BEGIN

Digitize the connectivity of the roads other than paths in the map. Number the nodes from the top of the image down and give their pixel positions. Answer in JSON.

END
BEGIN

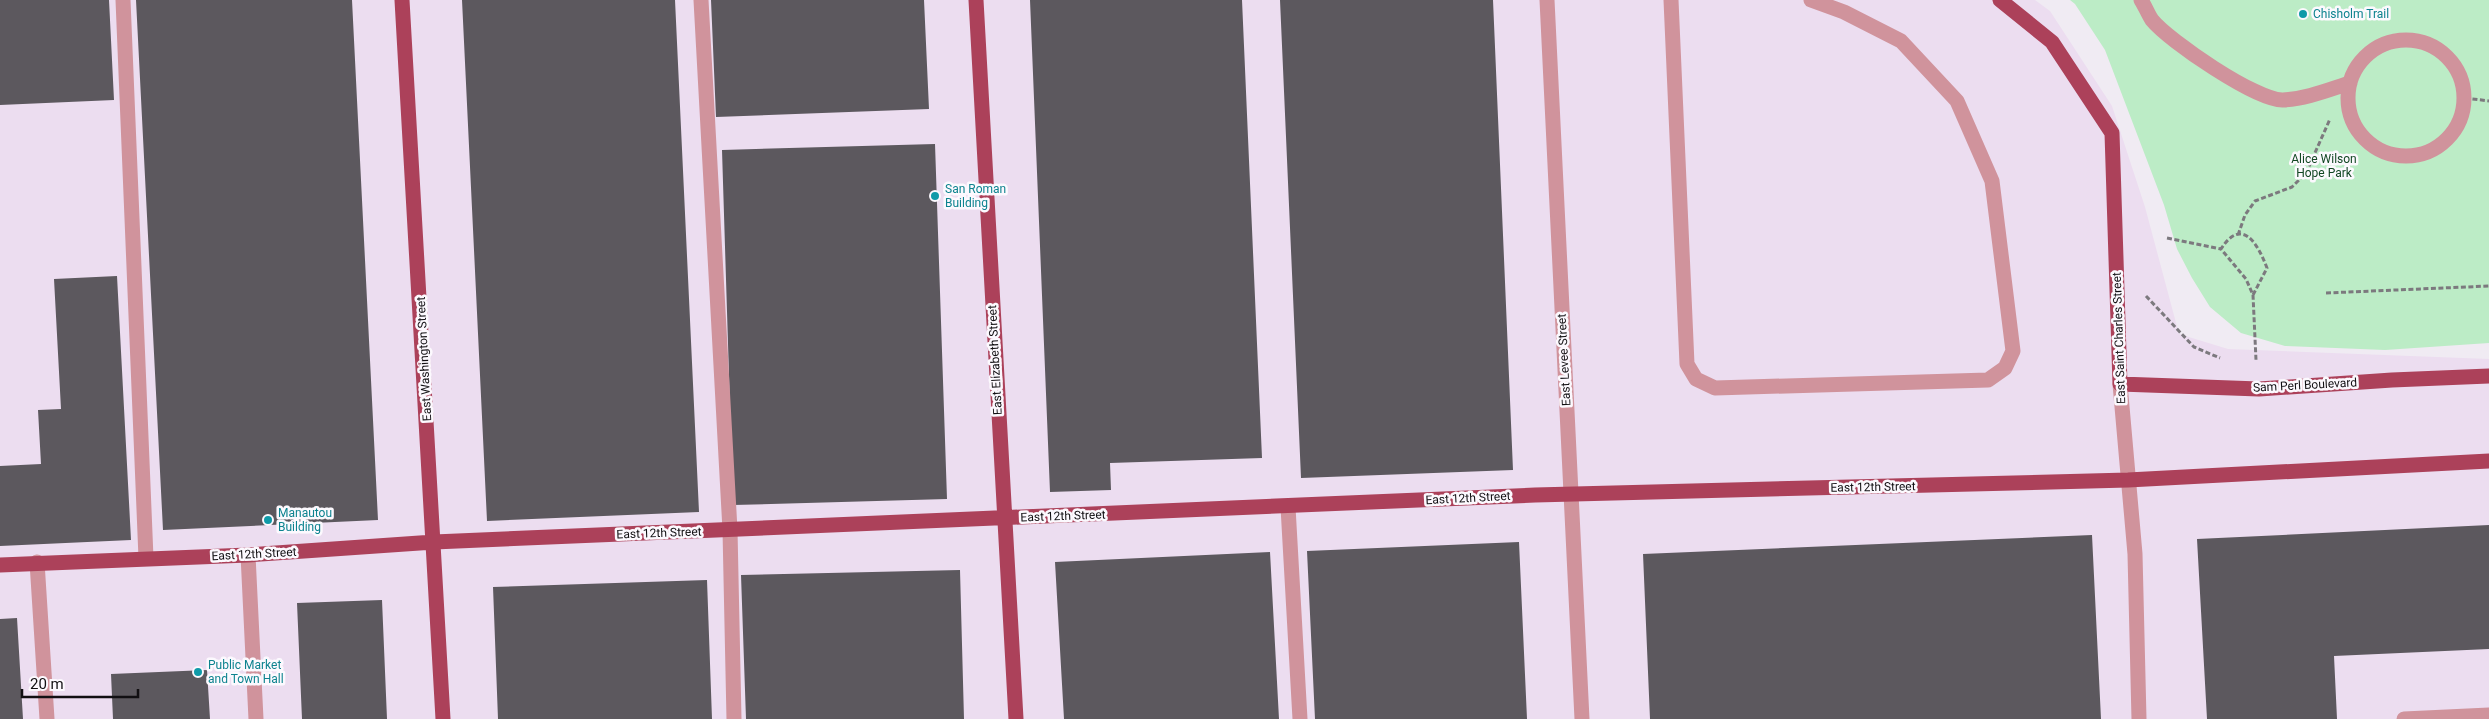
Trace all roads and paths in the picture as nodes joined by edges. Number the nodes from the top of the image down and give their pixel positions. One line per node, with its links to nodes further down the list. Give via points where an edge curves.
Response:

END
BEGIN

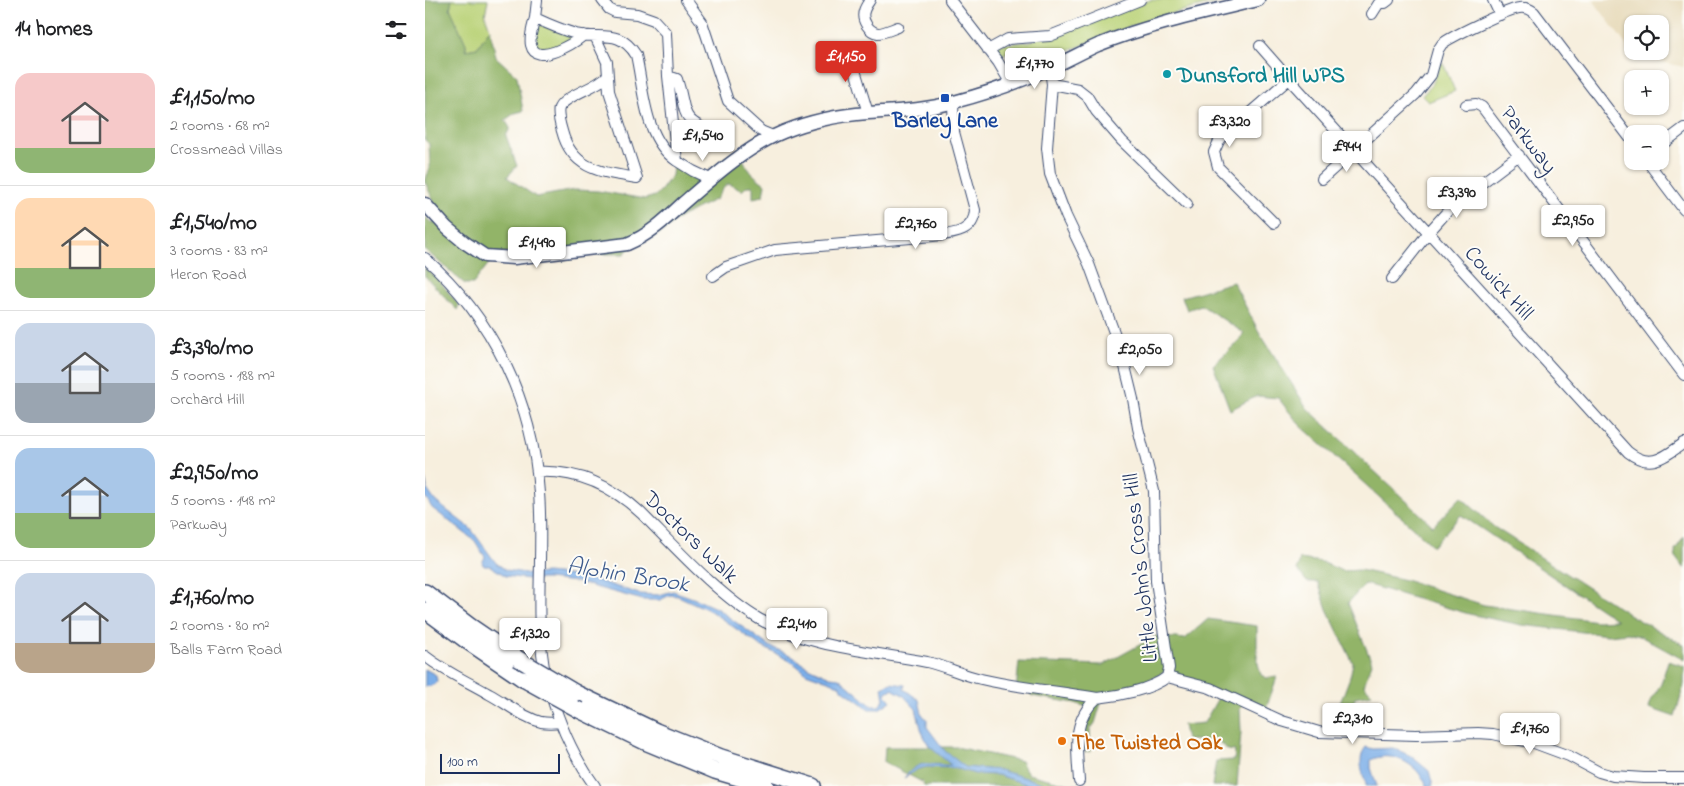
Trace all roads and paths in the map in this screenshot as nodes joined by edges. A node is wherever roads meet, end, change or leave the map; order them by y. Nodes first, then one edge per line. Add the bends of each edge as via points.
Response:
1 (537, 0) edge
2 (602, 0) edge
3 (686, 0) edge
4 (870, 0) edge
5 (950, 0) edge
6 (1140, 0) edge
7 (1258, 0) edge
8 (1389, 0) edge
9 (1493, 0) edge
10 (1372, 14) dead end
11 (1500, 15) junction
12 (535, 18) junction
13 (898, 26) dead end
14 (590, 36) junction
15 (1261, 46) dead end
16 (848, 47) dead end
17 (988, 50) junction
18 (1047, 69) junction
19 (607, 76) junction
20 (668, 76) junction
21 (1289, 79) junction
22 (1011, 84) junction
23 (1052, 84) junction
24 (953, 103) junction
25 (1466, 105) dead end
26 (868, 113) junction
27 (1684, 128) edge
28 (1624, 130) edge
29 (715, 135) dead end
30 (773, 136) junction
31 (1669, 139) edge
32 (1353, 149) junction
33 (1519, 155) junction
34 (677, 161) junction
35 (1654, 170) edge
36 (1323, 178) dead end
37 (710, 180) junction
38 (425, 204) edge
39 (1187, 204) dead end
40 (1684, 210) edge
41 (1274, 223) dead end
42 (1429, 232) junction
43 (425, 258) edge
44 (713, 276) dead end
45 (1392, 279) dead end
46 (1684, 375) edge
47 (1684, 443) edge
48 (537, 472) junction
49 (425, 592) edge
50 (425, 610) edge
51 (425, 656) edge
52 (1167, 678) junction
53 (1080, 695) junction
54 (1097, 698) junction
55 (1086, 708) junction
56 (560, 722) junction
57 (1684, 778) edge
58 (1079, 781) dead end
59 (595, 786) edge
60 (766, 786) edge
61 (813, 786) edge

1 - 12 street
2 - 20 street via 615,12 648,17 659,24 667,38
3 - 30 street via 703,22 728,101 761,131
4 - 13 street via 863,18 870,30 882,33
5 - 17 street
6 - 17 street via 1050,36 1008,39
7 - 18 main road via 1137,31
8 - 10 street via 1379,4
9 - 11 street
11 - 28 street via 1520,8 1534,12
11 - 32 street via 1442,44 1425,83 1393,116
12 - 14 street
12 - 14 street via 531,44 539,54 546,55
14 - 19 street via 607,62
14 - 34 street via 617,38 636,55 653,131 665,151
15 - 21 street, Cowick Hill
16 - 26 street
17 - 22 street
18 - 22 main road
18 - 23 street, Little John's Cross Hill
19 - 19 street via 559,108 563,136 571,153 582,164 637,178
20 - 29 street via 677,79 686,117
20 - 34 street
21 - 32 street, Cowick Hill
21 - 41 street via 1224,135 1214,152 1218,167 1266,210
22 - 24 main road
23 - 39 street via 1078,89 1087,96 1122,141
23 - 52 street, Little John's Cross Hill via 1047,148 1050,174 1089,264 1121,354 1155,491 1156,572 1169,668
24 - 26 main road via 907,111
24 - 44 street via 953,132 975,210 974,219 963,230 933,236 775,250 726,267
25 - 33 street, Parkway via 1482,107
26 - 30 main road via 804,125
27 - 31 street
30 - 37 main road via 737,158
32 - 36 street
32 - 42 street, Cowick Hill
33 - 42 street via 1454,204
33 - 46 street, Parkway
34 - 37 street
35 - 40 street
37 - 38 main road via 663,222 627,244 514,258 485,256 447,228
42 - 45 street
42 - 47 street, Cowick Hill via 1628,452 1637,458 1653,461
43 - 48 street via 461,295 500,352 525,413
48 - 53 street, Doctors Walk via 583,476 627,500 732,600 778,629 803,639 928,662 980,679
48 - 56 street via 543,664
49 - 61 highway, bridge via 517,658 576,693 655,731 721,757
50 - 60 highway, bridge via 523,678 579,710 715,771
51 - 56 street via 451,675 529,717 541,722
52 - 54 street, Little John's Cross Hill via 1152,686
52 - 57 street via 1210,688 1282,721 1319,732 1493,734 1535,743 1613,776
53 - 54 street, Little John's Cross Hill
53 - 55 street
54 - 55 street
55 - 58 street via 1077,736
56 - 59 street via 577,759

END

▸ **Activity**:
Across the entries, work out how many lines hold the word "positions". Reply with that number only.

▸ **Problem solution**:
2